What Stage Are You in Your Relationship?
by Maggie Barton-McRae
Being in love is magical. You feel great, you're happy, you're more loving towards people, and life seems to take on a magical quality. You feel complete being in love. You see the beauty of your lover: you love the way he smells, his eyes and the touch of his hair. You just glow being around him. Life just seems to exist for you and him. You just can't get enough of each other. At times you act childish. You give each other names: "Buffy", "Mittens", etc. and you giggle together about this. When you are apart from him it is painful. You feel that part of you is leaving. As a couple you feel invincible against the trials of the world.
You then decide to get married - it just seems so logical. You spend your honeymoon nestled together, vowing always to love each other like this. After the honeymoon you set up home together and everything is just great. Married life is made in heaven you tell your friends and co-workers. They look at you with that look, but you think that they're just cynical and jealous. Then it rains - something happens. You get upset...he's late! He resents you for talking on the phone with your girlfriend for so long. Something creeps into that invincible feeling. The honeymoon is over.

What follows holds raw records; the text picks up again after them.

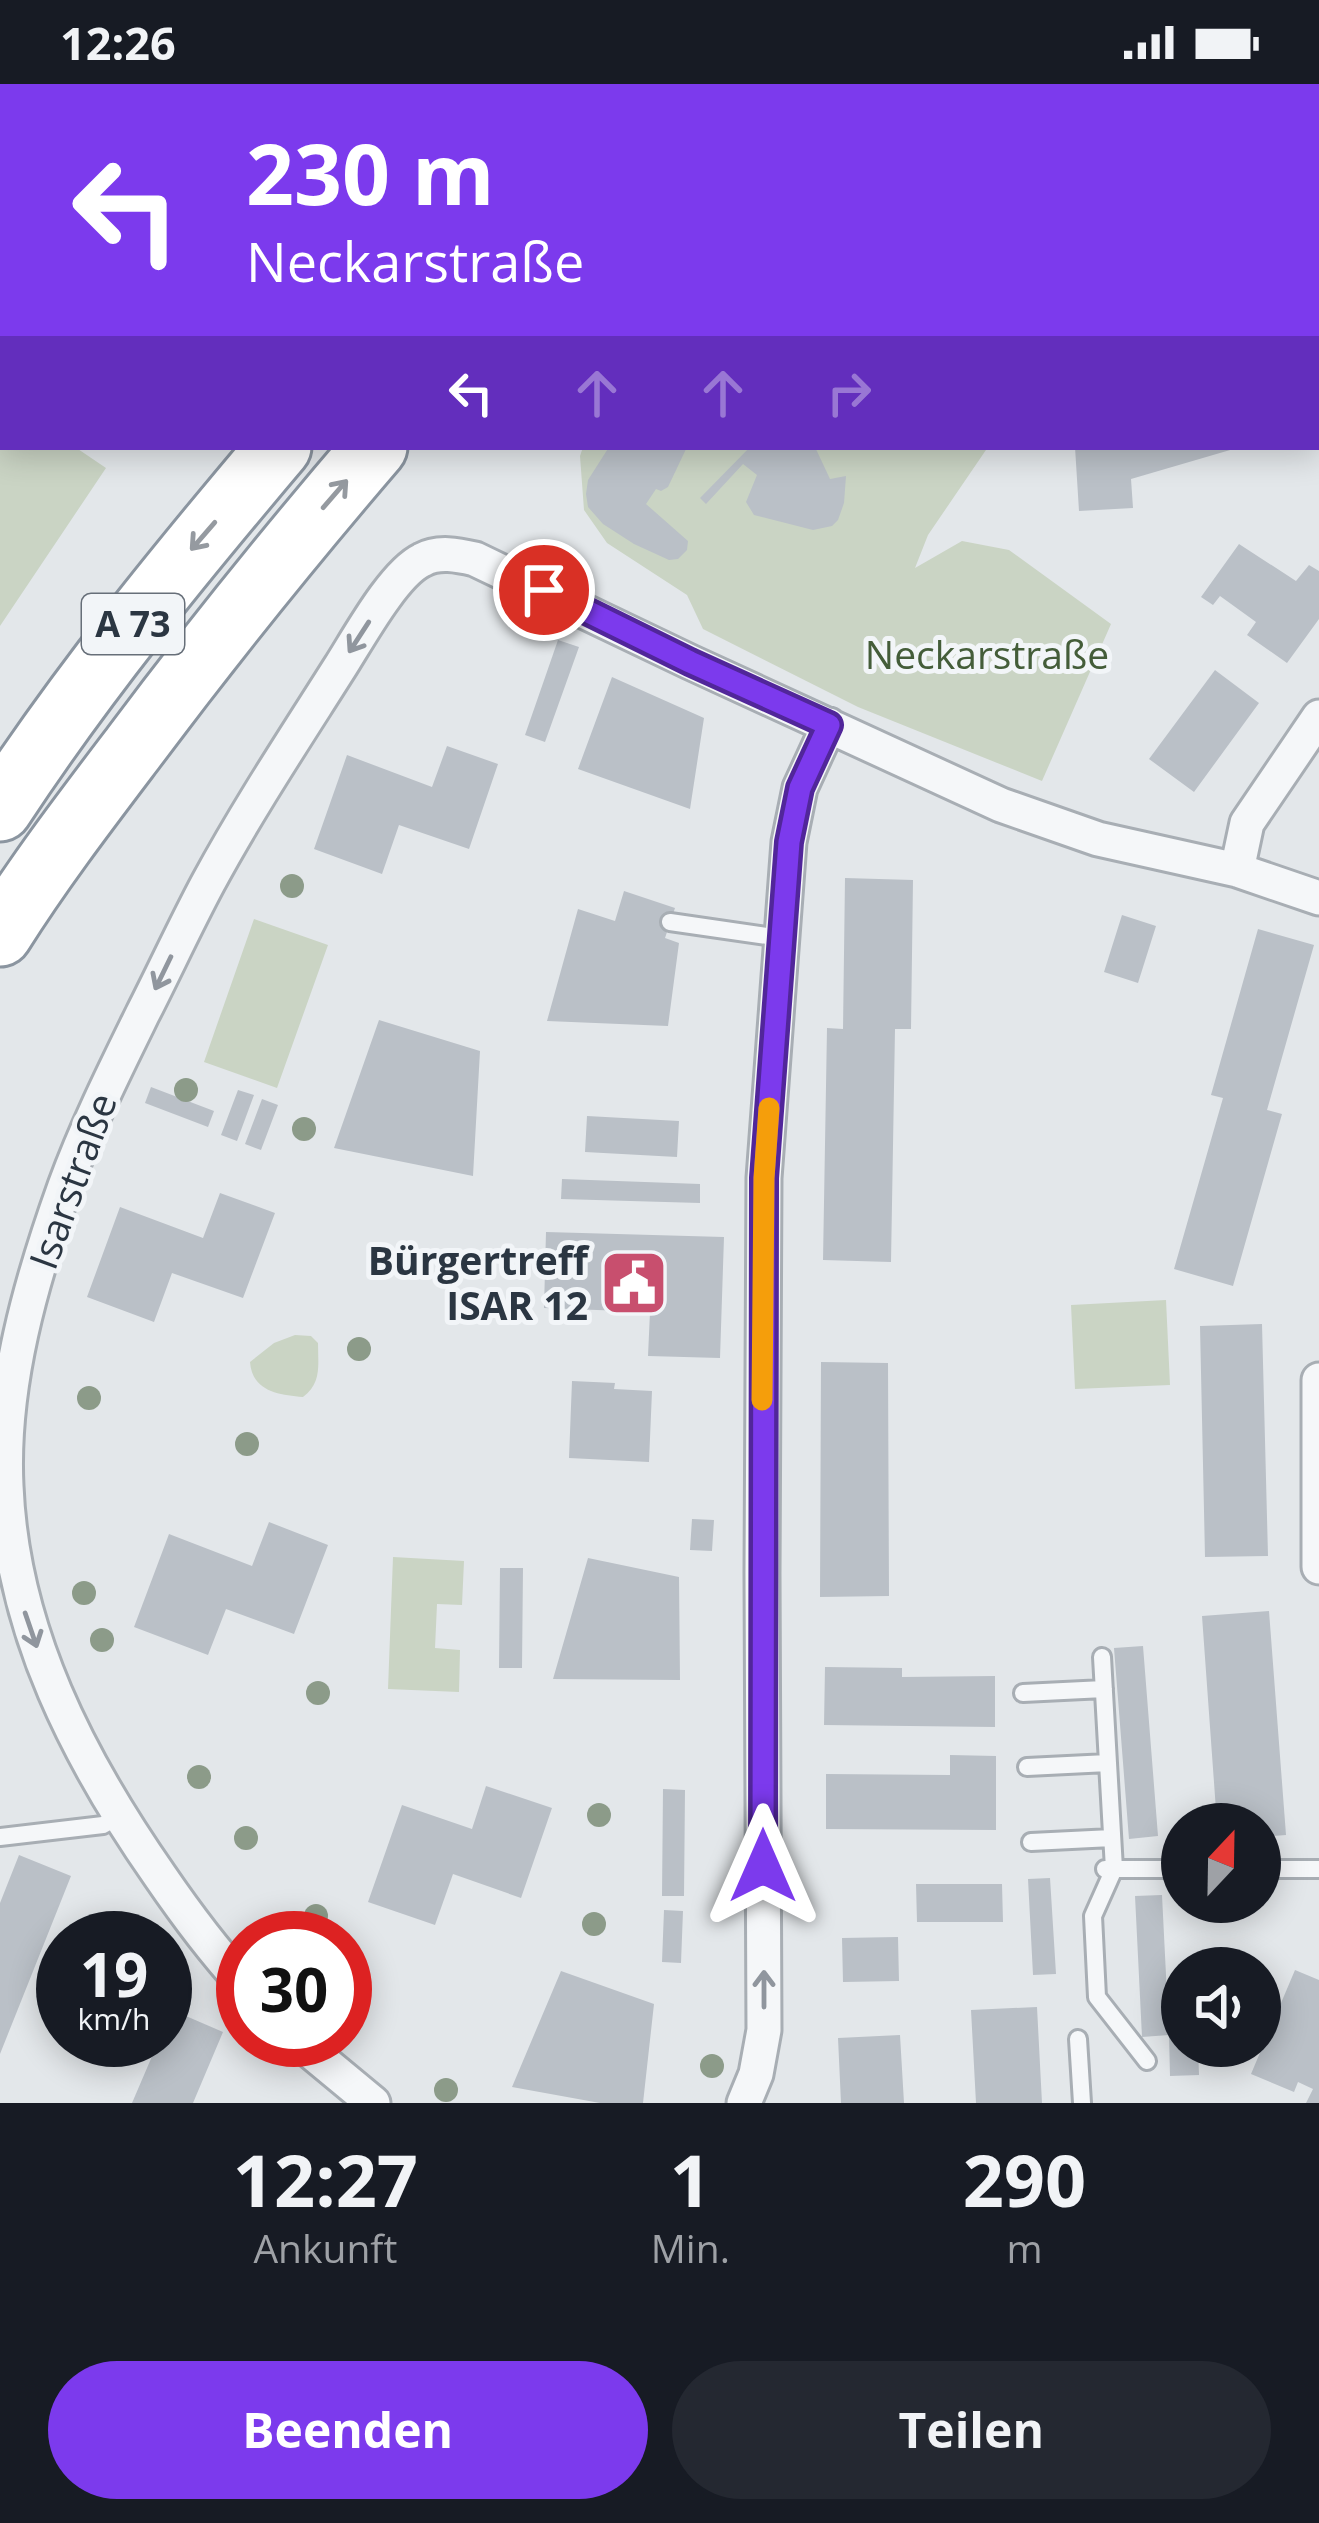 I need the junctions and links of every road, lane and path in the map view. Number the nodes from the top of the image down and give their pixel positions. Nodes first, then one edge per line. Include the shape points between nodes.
1 (276, 450) edge
2 (372, 450) edge
3 (1319, 717) edge
4 (829, 725) junction
5 (132, 750) junction
6 (0, 809) edge
7 (1237, 870) junction
8 (1319, 898) edge
9 (670, 922) dead end
10 (0, 934) edge
11 (781, 938) junction
12 (0, 983) edge
13 (1319, 1380) edge
14 (1319, 1567) edge
15 (1102, 1657) dead end
16 (1104, 1689) junction
17 (1023, 1693) dead end
18 (1108, 1763) junction
19 (1028, 1767) dead end
20 (119, 1816) junction
21 (0, 1838) edge
22 (1112, 1838) junction
23 (1031, 1842) dead end
24 (1109, 1869) junction
25 (1161, 1869) edge
26 (1281, 1869) edge
27 (1319, 1869) edge
28 (216, 1954) edge
29 (1078, 2039) dead end
30 (1148, 2061) dead end
31 (330, 2067) edge
32 (373, 2103) edge
33 (744, 2103) edge
34 (1082, 2103) edge

1 -> 6 highway, A 73 via 167,579
5 -> 2 highway, A 73
3 - 7 street via 1247,824
4 - 7 street via 1040,820
4 - 11 street via 794,813
4 -> 20 street, Isarstraße via 475,559 422,560 374,614 208,884 98,1106 65,1186 20,1342 5,1450 23,1607 54,1696
5 - 10 highway, A 73
5 - 12 highway via 74,868
7 - 8 street
9 - 11 lane
33 -> 11 street via 764,2030 764,1178
13 - 14 street
15 - 16 lane
16 - 17 lane
16 - 18 lane
18 - 19 lane
18 - 22 lane
20 - 21 lane
20 - 28 street, Isarstraße
22 - 23 lane
22 - 24 lane
24 - 25 lane
24 - 30 lane via 1093,1916 1097,1997
26 - 27 lane
29 - 34 lane
31 - 32 street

Your disappointment is the first test in your relationship. Passing the test means, as a couple, learning to compromise your individual needs so that you can maintain the balance and experience closeness. If you have difficulty compromising, your relationship becomes stuck. You may then separate or stay together, which means frustration and tension. Having learned to compromise your marriage begins to flow. You fall in to a pattern of understanding each other. It is not the passion that it was but it seems okay.
The next test is the discovery that you are keeping a scorecard: you have defined love in terms of what the other does for you. If you become locked into a power struggle you will be putting a great deal of energy into trying to control your partner. Plain and simple, you are not happy unless you get your own way. If you stay in the marriage your partner will sooner or later become indifferent. "Yes, Dear", he says with that syrupy smile, "anything you say." However, if you and your spouse can resolve this hurdle and give up the power you will find yourself in the next phase.

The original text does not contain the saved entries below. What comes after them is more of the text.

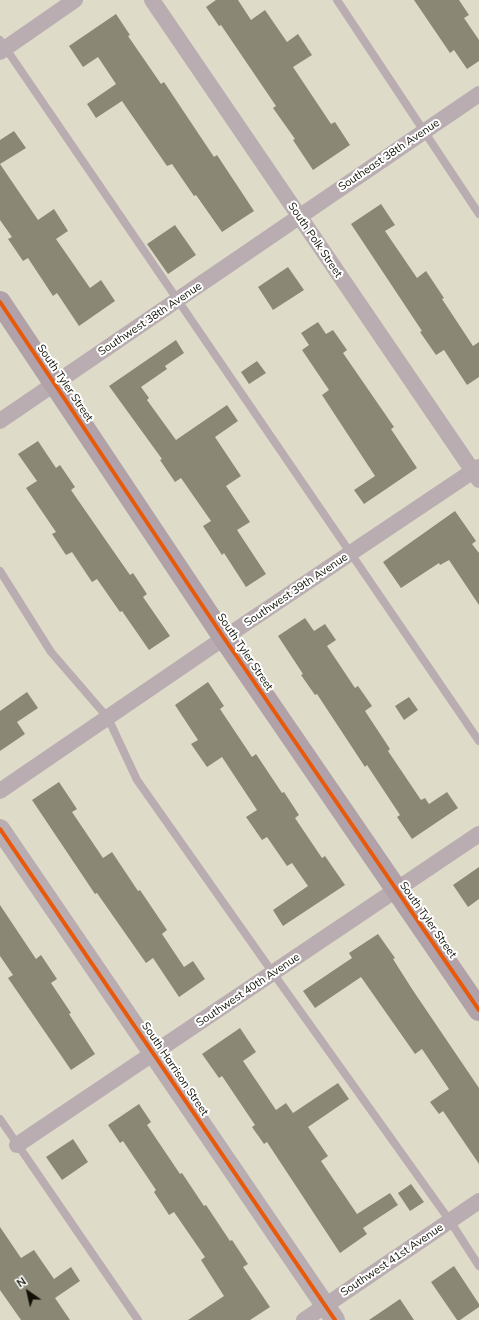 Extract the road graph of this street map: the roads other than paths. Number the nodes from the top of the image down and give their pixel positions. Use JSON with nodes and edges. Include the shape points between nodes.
{"nodes":[{"id":1,"x":76,"y":0,"type":"edge"},
{"id":2,"x":152,"y":0,"type":"edge"},
{"id":3,"x":337,"y":0,"type":"edge"},
{"id":4,"x":2,"y":47,"type":"edge"},
{"id":5,"x":479,"y":94,"type":"edge"},
{"id":6,"x":424,"y":131,"type":"junction"},
{"id":7,"x":479,"y":214,"type":"edge"},
{"id":8,"x":299,"y":216,"type":"junction"},
{"id":9,"x":177,"y":300,"type":"junction"},
{"id":10,"x":0,"y":302,"type":"edge"},
{"id":11,"x":55,"y":384,"type":"junction"},
{"id":12,"x":0,"y":421,"type":"edge"},
{"id":13,"x":477,"y":473,"type":"edge"},
{"id":14,"x":351,"y":553,"type":"junction"},
{"id":15,"x":0,"y":572,"type":"edge"},
{"id":16,"x":224,"y":638,"type":"junction"},
{"id":17,"x":108,"y":718,"type":"junction"},
{"id":18,"x":479,"y":741,"type":"edge"},
{"id":19,"x":0,"y":791,"type":"edge"},
{"id":20,"x":0,"y":829,"type":"edge"},
{"id":21,"x":479,"y":834,"type":"edge"},
{"id":22,"x":396,"y":891,"type":"junction"},
{"id":23,"x":272,"y":973,"type":"junction"},
{"id":24,"x":479,"y":1010,"type":"edge"},
{"id":25,"x":153,"y":1053,"type":"junction"},
{"id":26,"x":0,"y":1119,"type":"edge"},
{"id":27,"x":17,"y":1145,"type":"junction"},
{"id":28,"x":479,"y":1201,"type":"edge"},
{"id":29,"x":450,"y":1221,"type":"junction"},
{"id":30,"x":479,"y":1266,"type":"edge"},
{"id":31,"x":330,"y":1312,"type":"edge"},
{"id":32,"x":138,"y":1320,"type":"edge"},
{"id":33,"x":304,"y":1320,"type":"edge"}],
"edges":[{"from":1,"to":4,"type":"street"},
{"from":2,"to":8,"type":"street","name":"South Polk Street"},
{"from":3,"to":6,"type":"lane"},
{"from":4,"to":9,"type":"lane"},
{"from":5,"to":6,"type":"street","name":"Southeast 38th Avenue"},
{"from":6,"to":7,"type":"lane"},
{"from":6,"to":8,"type":"street","name":"Southeast 38th Avenue"},
{"from":8,"to":9,"type":"street","name":"Southwest 38th Avenue"},
{"from":8,"to":13,"type":"street","name":"South Polk Street"},
{"from":9,"to":11,"type":"street","name":"Southwest 38th Avenue"},
{"from":9,"to":14,"type":"lane"},
{"from":10,"to":11,"type":"main road","name":"South Tyler Street"},
{"from":11,"to":12,"type":"street","name":"Southwest 38th Avenue"},
{"from":11,"to":16,"type":"main road","name":"South Tyler Street"},
{"from":13,"to":14,"type":"street","name":"Southwest 39th Avenue"},
{"from":14,"to":16,"type":"street","name":"Southwest 39th Avenue"},
{"from":14,"to":18,"type":"lane"},
{"from":15,"to":17,"type":"lane","via":[[51,652]]},
{"from":16,"to":17,"type":"street","name":"Southwest 39th Avenue"},
{"from":16,"to":22,"type":"main road","name":"South Tyler Street"},
{"from":17,"to":19,"type":"street","name":"Southwest 39th Avenue"},
{"from":17,"to":23,"type":"lane","via":[[137,780]]},
{"from":20,"to":25,"type":"street","name":"South Harrison Street"},
{"from":21,"to":22,"type":"street","name":"Southwest 40th Avenue"},
{"from":22,"to":23,"type":"street","name":"Southwest 40th Avenue"},
{"from":22,"to":24,"type":"main road","name":"South Tyler Street"},
{"from":23,"to":25,"type":"street","name":"Southwest 40th Avenue"},
{"from":23,"to":29,"type":"lane"},
{"from":25,"to":27,"type":"street","name":"Southwest 40th Avenue"},
{"from":25,"to":31,"type":"street","name":"South Harrison Street"},
{"from":26,"to":27,"type":"lane"},
{"from":27,"to":32,"type":"lane"},
{"from":28,"to":29,"type":"street","name":"Southwest 41st Avenue"},
{"from":29,"to":30,"type":"lane"},
{"from":29,"to":31,"type":"street","name":"Southwest 41st Avenue"},
{"from":31,"to":33,"type":"street","name":"Southwest 41st Avenue"}]}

Outside interests and activities become a part of your life. You may have lost closeness and intimacy but you are experiencing feelings of security and the bonds that have been created will sustain you. Your passion is replaced with external tasks. At this phase of your marriage you may still feel disgruntled. Your solution may be to turn to individual pursuits instead of seeking gratification with your spouse. This can help or hinder the relationship. If two people remain stuck at this point then the situation is two people having parallel existences together. You may appear as a couple but really you are just two individuals being independent with each other instead of two individuals being interdependent with each other. However, becoming more independent in a relationship can benefit the relationship and from this your relationship can be strengthened.

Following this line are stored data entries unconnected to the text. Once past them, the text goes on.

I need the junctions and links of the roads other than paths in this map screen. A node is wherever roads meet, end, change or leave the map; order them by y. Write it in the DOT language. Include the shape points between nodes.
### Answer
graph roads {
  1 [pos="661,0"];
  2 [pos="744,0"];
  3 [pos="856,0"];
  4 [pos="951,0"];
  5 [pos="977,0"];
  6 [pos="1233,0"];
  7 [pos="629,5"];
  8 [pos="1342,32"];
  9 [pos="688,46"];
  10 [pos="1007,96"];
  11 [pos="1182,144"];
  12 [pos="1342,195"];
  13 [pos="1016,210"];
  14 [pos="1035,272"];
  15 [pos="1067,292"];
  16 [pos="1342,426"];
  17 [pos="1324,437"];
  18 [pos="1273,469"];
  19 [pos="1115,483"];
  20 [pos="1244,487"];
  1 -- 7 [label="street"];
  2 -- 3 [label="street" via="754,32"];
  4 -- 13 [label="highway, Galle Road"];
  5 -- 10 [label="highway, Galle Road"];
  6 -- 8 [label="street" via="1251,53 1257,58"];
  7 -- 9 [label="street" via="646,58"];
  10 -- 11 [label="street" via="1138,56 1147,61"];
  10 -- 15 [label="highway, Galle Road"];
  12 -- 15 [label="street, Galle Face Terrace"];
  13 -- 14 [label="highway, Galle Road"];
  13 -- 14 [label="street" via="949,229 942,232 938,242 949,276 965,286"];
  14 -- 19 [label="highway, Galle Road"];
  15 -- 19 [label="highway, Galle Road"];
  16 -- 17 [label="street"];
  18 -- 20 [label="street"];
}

The next step in your relationship is the challenge of letting go of any fantasies and illusions about your partner. This can be a painful undertaking. To be able to see your partner for who he is, no more/no less. It is the commitment to be with your partner, rather than to be with the idea of what you want him to be. Your energy needs to shift from an investment in an idealized relationship to actually relating to the real person that you are married to. If you are not able to meet this challenge the relationship breaks down. You might separate or stay distantly together.
The final phase in this process is to be able to accept. To be able to renounce the expectations to be fulfilled by your spouse. This means to be responsible for your own gratification, for your own difficulties; in other words, for your own life. It means being attached to your partner from choice, not from needs or expectations or fantasies. It means experiencing a partnership with your spouse and taking the pleasures as they occur. Not holding on to past experiences or creating fantasies about the future. The passion that you once experienced is replaced by the glow of friendship and concern for each other. Both you and your spouse need to be active in this process.